Clinical Zoom meeting snippets - July 2024

Published: 16/07/2024 | Audio | Video | Website

Watch the July clinical update from Jo Scott-Jones joined by Dave Maplesden, Pinnacle GP liaison in this 47 minute video. (Written version below.) 

Clinical snippets are now available as a podcast too! Search on your favourite podcast platform for The New Zealand General Practice Podcast to listen, or click here to listen on Anchor. 

Heart Foundation resources

New home blood pressure resources - The Heart Foundation has created some handy guidance for patients using a blood pressure monitor at home. There’s a step-by-step guide and a video on how to take accurate blood pressure readings at home, along with a logbook for recording readings. There are a number pf phone apps available for logging home blood pressure data eg. Blood Pressure Diary. 
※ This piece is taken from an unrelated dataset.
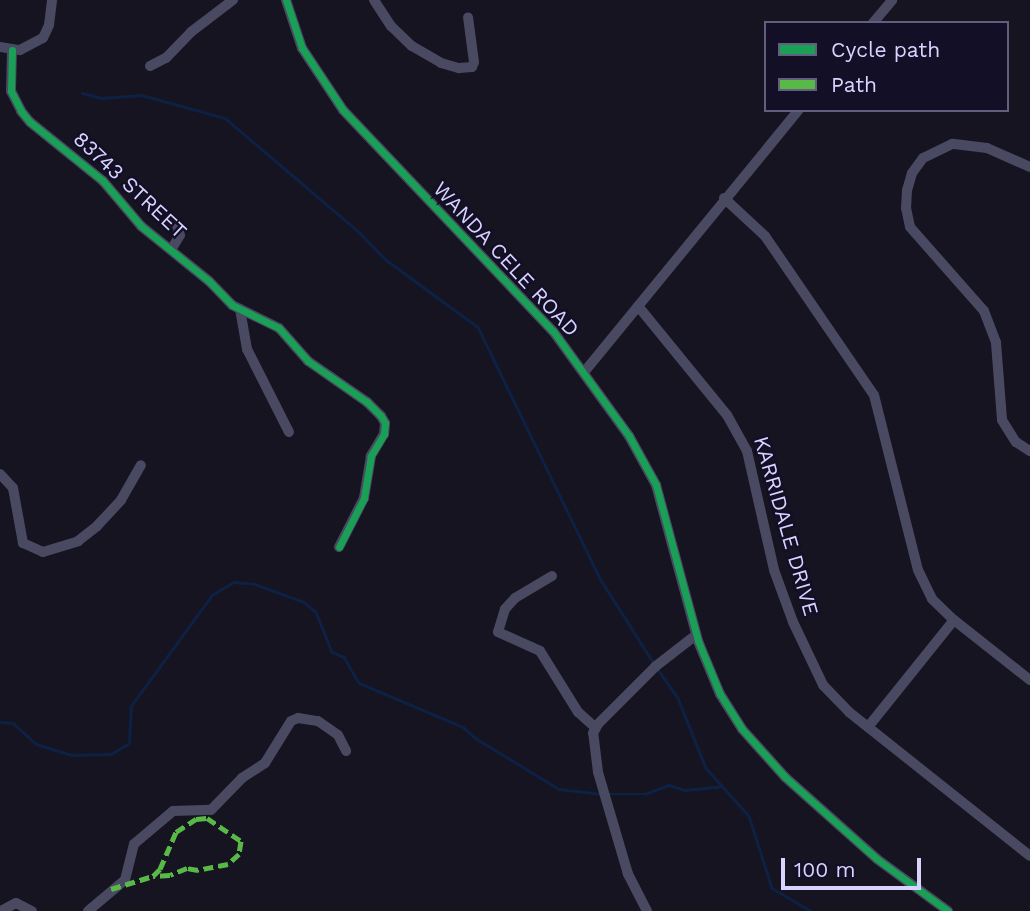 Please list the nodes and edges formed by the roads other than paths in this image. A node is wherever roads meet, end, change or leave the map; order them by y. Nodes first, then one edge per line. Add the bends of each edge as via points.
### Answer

Atrial fibrillation and anticoagulation

I have recently reviewed a case where a patient with AF and a mechanical heart valve was swapped from warfarin to rivaroxaban and suffered a stroke several weeks later. BPAC have published an updated article on atrial fibrillation management. With respect to anticoagulation in AF...

  • The need for anticoagulant treatment to reduce this risk should therefore be considered immediately following diagnosis. In primary care, this decision can be guided by balancing the patient’s CHA2DS2-VASc score (stroke risk) against their HAS-BLED score (bleeding risk), although there are no specific cut-offs in the HAS-BLED score to identify patients who should not be initiated on an anticoagulant, particularly as the consequences of a stroke are typically more severe than the consequences of a bleed ie.  an elevated bleeding risk alone does not automatically make patients ineligible for oral anticoagulant use. 
  • ACC/AHA 2023 AF guidelines outline that stroke scoring tools such as ATRIA and GARFIELD-AF potentially improve the accuracy of stroke risk assessment compared with CHA2DS2-VASc scoring, and the GARFIELD-AF scoring includes mortality and bleeding risk assessment. However, the guidelines also note that the calibration and performance of ATRIA and GARFIELD-AF has not been as robustly evaluated as CHA2DS2-VASc. 
  • Direct oral anticoagulants (DOACs) are typically preferred over warfarin as they are superior for reducing the risk of stroke and all-cause mortality, reduce the risk of intracranial bleeding and have a comparable risk of major bleeding. However, there are some situations in which DOACs are contraindicated (e.g. mechanical heart valves) or there is insufficient evidence to support their use (e.g. moderate-to-severe mitral stenosis, severe liver or renal dysfunction), and warfarin should be used instead. 
  • Oral anticoagulants are superior to aspirin and/or clopidogrel for the prevention of stroke, systemic embolism and myocardial infarction in patients with AF, and are associated with a lower risk of major bleeding and intracranial haemorrhage. Long-term antiplatelet medicine use alone is therefore no longer recommended in patients with AF, even if they are at very low risk of stroke (i.e. CHA2DS2-VASc score of 1 for females or 0 for males). NB Post acute MI situation – confirm intended duration of antiplatelet therapy if unclear. 
  • The decision to stop anticoagulant medicines should be based on a continued evaluation of the patient’s stroke and bleeding risk (e.g. determined by CHA2DS2-VASc and HAS-BLED scores) and not because AF has reverted to sinus rhythm or symptom resolution. 
  • With respect to diagnosis of AF, the positive predictive values for AF reported in studies involving wearable devices using photoplethysmography and AF algorithms range from 84 – 98%, suggesting that these alerts are of clinical significance. However, this does not replace the need for usual diagnostic investigations for AF, i.e. pulse palpation and ECG.

Pharmac supply updates

(1)  Liquid morphine: The latest Pharmac update re liquid morphine supplies -  Pharmac listed Oramorph CDC (2mg/mL) from 9 May 2024. It is not Medsafe approved so must be prescribed and dispensed as a section 29 medicine.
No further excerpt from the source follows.